Oklahoma’s Payday Loan Laws are Tolerant Says Survey

According to the recent national survey the small-loan laws in Oklahoma are charging the highest interest rates in the history of payday loaning in the United States today.

A research conducted by the Pew Charitable Trusts entitled “Payday Lending in America: Who Borrows, Where They Borrow and Why” has found that 13 percent of the population of Oklahoma are the highest in the payday loan customers in the market today across 32 states.

Out of 49,684 of the residents, 5.5 percent are using payday loans to pay their debts in the last five years. Payday loans are short-term loans consisting of small amounts which have the tendency to get very expensive.

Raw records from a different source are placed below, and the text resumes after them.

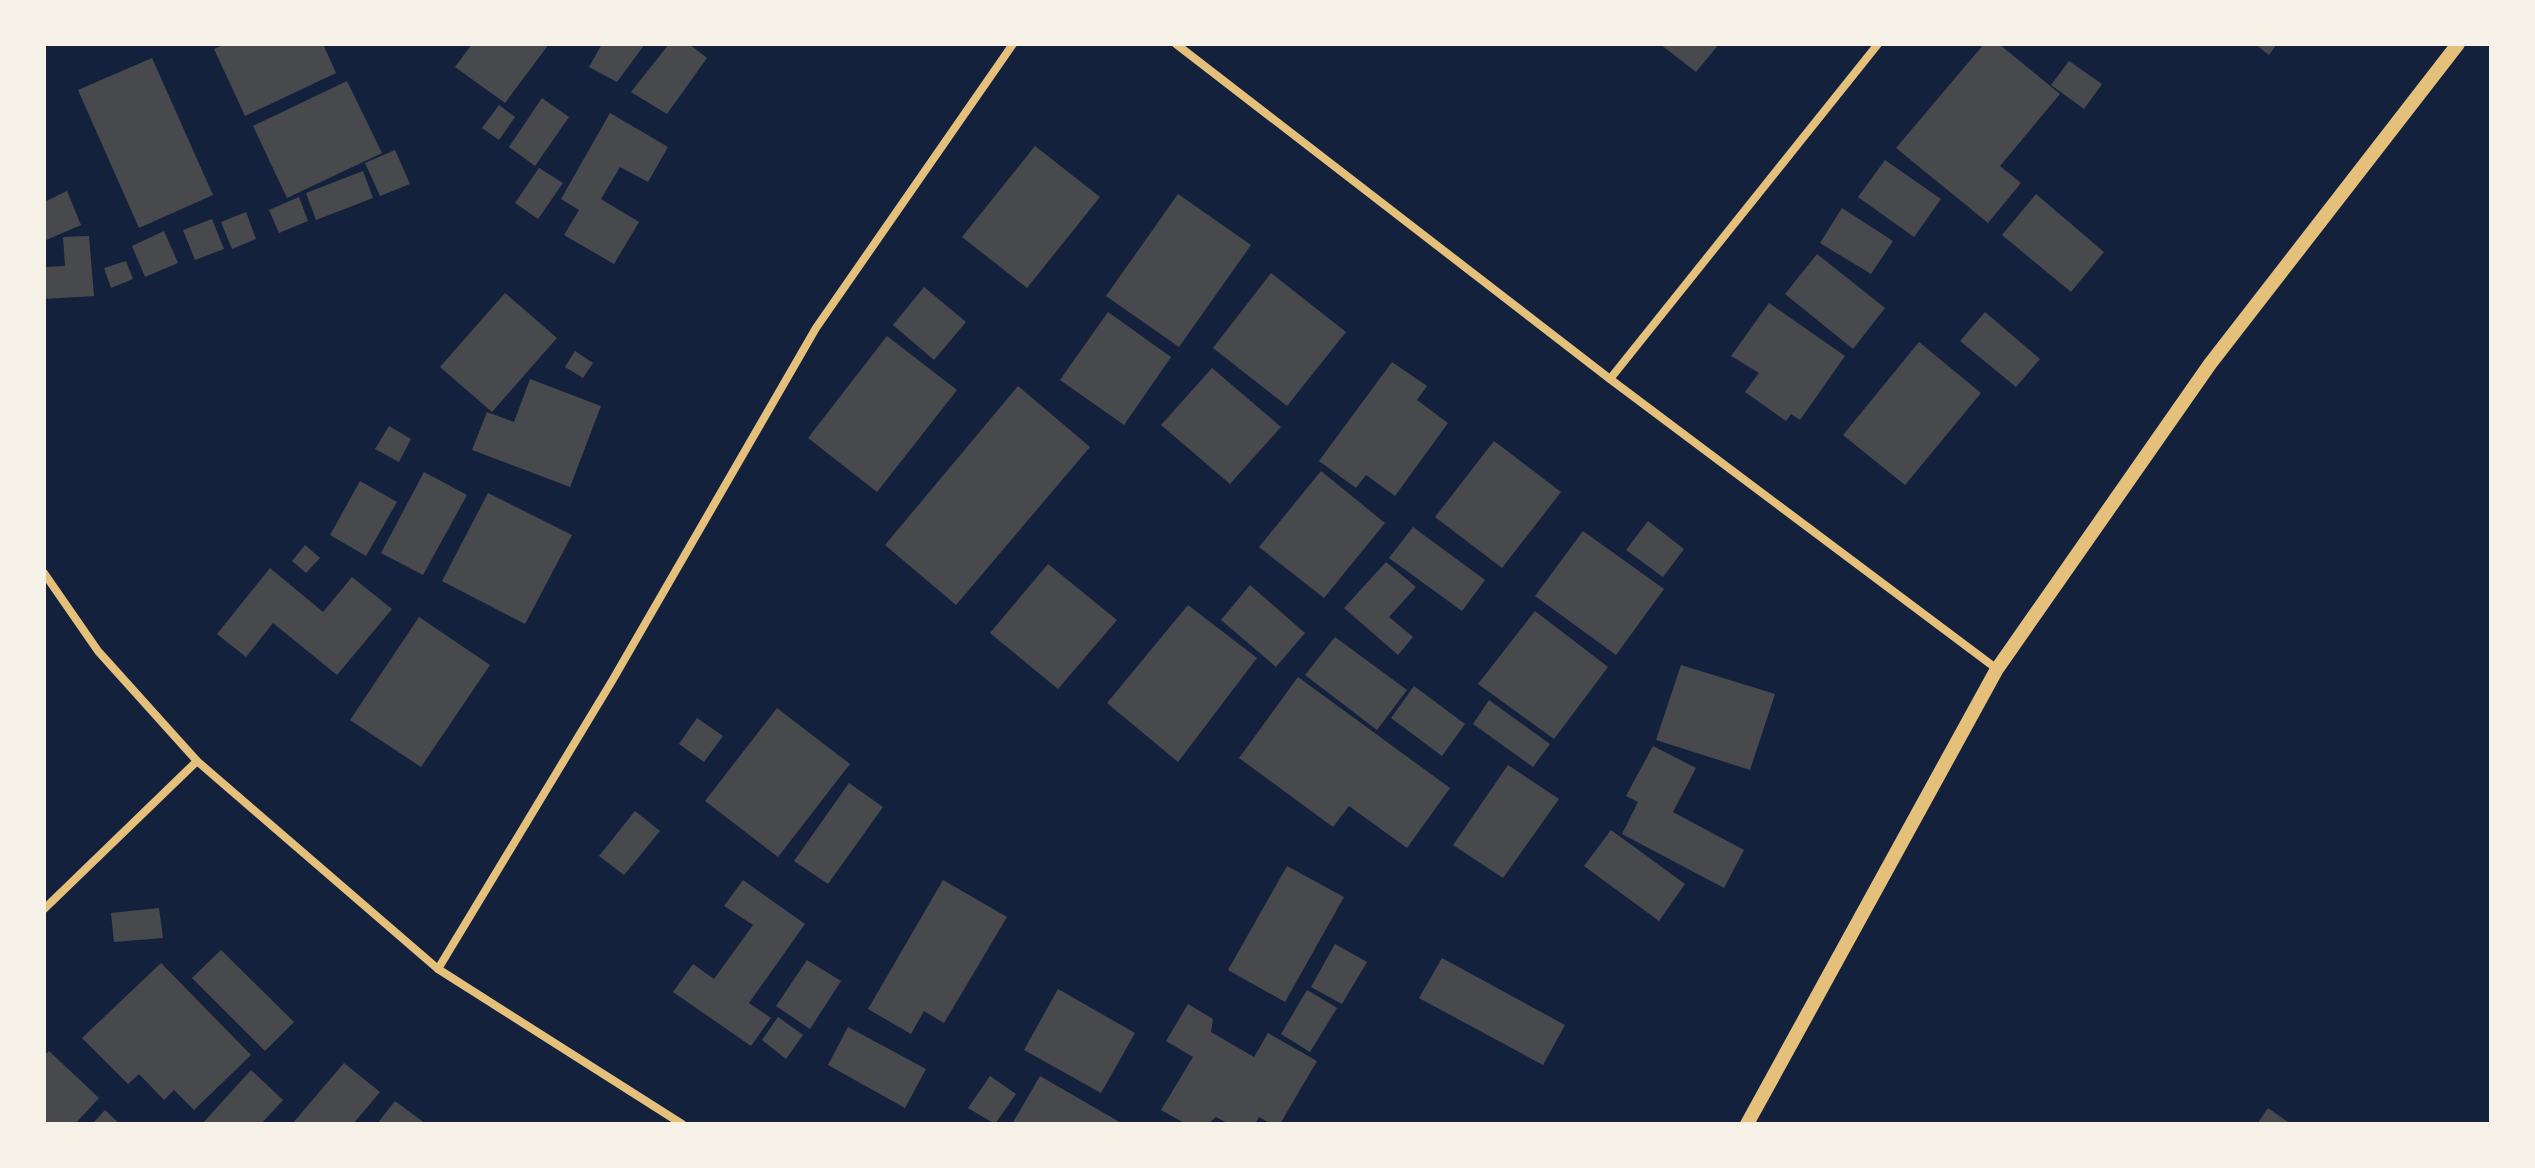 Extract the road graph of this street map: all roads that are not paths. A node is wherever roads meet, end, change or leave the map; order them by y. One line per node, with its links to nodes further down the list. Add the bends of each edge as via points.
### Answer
1 (1013, 44): 10 (street, via 816,328)
2 (1176, 44): 5 (street)
3 (1878, 44): 5 (street)
4 (2458, 44): 7 (street, via 2210,364)
5 (1610, 379): 7 (street)
6 (44, 573): 8 (street, via 98,651)
7 (1997, 669): 12 (street)
8 (197, 761): 9 (street); 10 (street)
9 (44, 909)
10 (438, 969): 11 (street)
11 (682, 1124)
12 (1747, 1124) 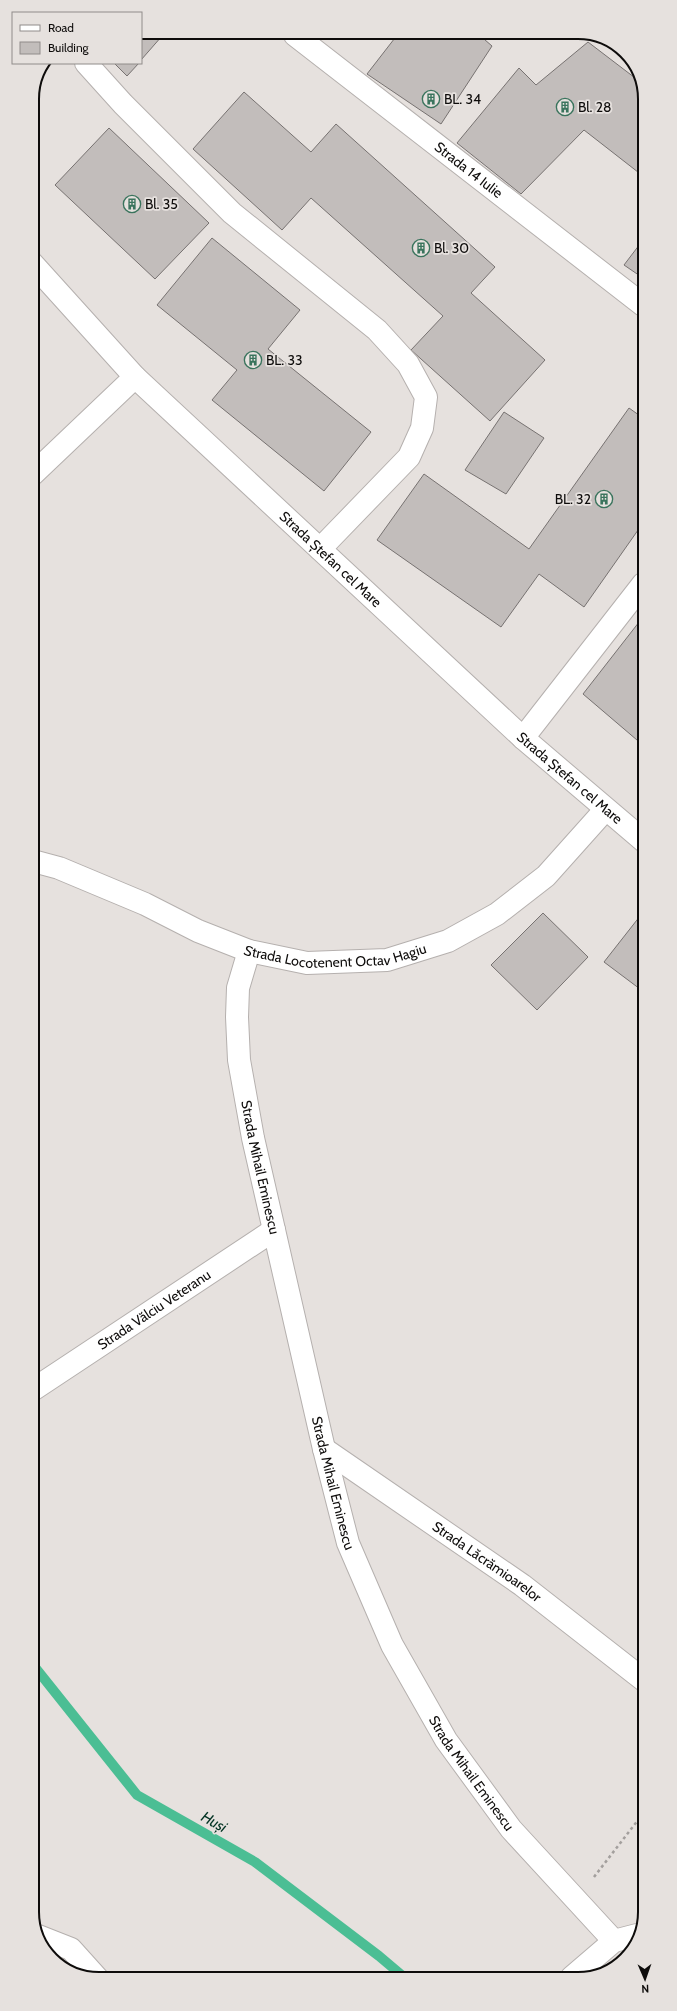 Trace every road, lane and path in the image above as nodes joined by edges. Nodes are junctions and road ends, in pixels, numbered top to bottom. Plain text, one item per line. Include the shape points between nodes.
1 (300, 39) edge
2 (87, 64) edge
3 (39, 271) edge
4 (638, 301) edge
5 (135, 378) junction
6 (39, 468) edge
7 (320, 549) junction
8 (638, 590) edge
9 (523, 738) junction
10 (605, 810) junction
11 (638, 836) edge
12 (39, 863) edge
13 (249, 951) junction
14 (274, 1230) junction
15 (39, 1385) edge
16 (324, 1449) junction
17 (638, 1675) edge
18 (638, 1820) edge
19 (576, 1900) junction
20 (633, 1936) edge
21 (46, 1939) edge
22 (614, 1941) junction
23 (91, 1971) edge
24 (578, 1972) edge

1 - 4 street, Strada 14 Iulie
2 - 7 street via 123,104 232,213 377,330 408,364 426,397 422,428 409,457
3 - 5 street, Strada Ștefan cel Mare
5 - 6 street
5 - 7 street, Strada Ștefan cel Mare
7 - 9 street, Strada Ștefan cel Mare
8 - 9 street
9 - 10 street, Strada Ștefan cel Mare
10 - 11 street, Strada Ștefan cel Mare
10 - 13 street, Strada Locotenent Octav Hagiu via 546,876 497,914 448,941 387,960 345,963 307,963
12 - 13 street, Strada Locotenent Octav Hagiu via 59,868 144,904 198,931
13 - 14 street, Strada Mihail Eminescu via 238,988 239,1060 253,1138
14 - 15 street, Strada Vălciu Veteranu
14 - 16 street, Strada Mihail Eminescu
16 - 17 street, Strada Lăcrămioarelor via 522,1584
16 - 19 street, Strada Mihail Eminescu via 348,1543 392,1645 451,1746 511,1829
18 - 19 path
19 - 22 street, Strada Mihail Eminescu
20 - 22 street
21 - 23 street via 72,1949
22 - 24 street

People who apply for these loans are usually those who do not have the qualifications to get a credit loan.

In Oklahoma, borrowers are only allowed to have only one payday loan and the state caps the lenders at $500 with a maximum fee of $65. But the District of Columbia along with 14 other states does not have any payday loan stores.

According to the State Sen. Rick Brinkley who also holds the position of chief operating officer in the Better Business Bureau of the eastern part of the state the Pew study’s classification of their payday loan laws is indeed lenient, for even if the law allows the lending there have been few customer complaints about the lenders.

Experts say that payday loans usually carry out a chain reaction for debt because the borrowers tend to renew their loans again and again until the service cost increases and becomes even more expensive.

Studies show that the minute people start to turn to payday loans it would not be very easy to get out and it would take years to pay off the whole debt.

The study by Pew has identified living expenses like rent and utilities expense to be the most common reason for people to apply for payday loans.